The Economist magazine’s famous Big Mac Index uses the price of McDonald’s burgers around the world, expressed in a common currency (U.S. dollars), to estimate the extent to which various currencies are over- or under-valued. The Big Mac is a global product, identical across borders, which makes it an interesting one for this purpose.
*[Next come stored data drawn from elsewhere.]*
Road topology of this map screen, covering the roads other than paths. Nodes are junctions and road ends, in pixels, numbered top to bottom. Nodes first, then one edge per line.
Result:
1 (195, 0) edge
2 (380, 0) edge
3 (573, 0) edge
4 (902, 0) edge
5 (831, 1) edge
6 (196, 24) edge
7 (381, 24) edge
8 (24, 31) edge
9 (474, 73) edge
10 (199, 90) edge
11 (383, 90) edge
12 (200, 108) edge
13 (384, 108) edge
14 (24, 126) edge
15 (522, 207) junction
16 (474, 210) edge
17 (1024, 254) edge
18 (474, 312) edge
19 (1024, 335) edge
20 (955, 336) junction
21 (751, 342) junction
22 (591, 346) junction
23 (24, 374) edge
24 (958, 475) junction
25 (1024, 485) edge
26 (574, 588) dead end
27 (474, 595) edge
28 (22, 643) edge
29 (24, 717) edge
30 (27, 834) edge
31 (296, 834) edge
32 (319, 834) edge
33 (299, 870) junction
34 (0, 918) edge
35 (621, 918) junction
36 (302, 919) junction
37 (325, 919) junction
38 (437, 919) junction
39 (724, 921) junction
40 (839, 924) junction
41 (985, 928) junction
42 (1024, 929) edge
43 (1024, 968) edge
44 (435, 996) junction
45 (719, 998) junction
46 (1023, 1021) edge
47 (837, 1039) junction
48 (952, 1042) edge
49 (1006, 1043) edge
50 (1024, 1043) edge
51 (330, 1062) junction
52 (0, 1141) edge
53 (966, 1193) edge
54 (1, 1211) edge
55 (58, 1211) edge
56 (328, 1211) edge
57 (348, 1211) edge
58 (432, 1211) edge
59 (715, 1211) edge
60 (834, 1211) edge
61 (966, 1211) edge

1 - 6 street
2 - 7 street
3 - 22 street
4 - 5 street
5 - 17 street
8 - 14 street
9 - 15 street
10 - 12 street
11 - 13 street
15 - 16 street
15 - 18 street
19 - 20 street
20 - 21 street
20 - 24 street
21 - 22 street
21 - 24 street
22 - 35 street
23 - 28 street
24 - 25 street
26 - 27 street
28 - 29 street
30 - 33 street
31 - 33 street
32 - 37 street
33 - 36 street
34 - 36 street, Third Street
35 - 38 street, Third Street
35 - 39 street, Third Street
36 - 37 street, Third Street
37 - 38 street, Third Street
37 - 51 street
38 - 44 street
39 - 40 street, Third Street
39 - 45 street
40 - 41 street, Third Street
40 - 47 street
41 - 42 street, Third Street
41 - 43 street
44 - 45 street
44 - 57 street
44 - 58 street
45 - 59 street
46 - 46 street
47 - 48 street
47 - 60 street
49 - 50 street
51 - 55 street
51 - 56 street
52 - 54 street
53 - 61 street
Yet it travels badly—cross-border flows of burgers won’t align their prices internationally.

So in 2013 we created our own index which better meets the condition that the product can flow quickly and cheaply across borders: the Geo-Graphics iPad mini Index, which we hereby rechristen the “Little Mac Index.” (H/T: Guy de Jonquieres)

Consistent with our product, iPad minis, being far more tradable than The Economist’s product, Big Macs, our index shows that the law of one price holds much better than theirs does.  The average overvaluation of the dollar according to the Big Mac Index was 19% in January - a Whopper.  The average dollar overvaluation according to the Little Mac Index was a mere 5% - small fries.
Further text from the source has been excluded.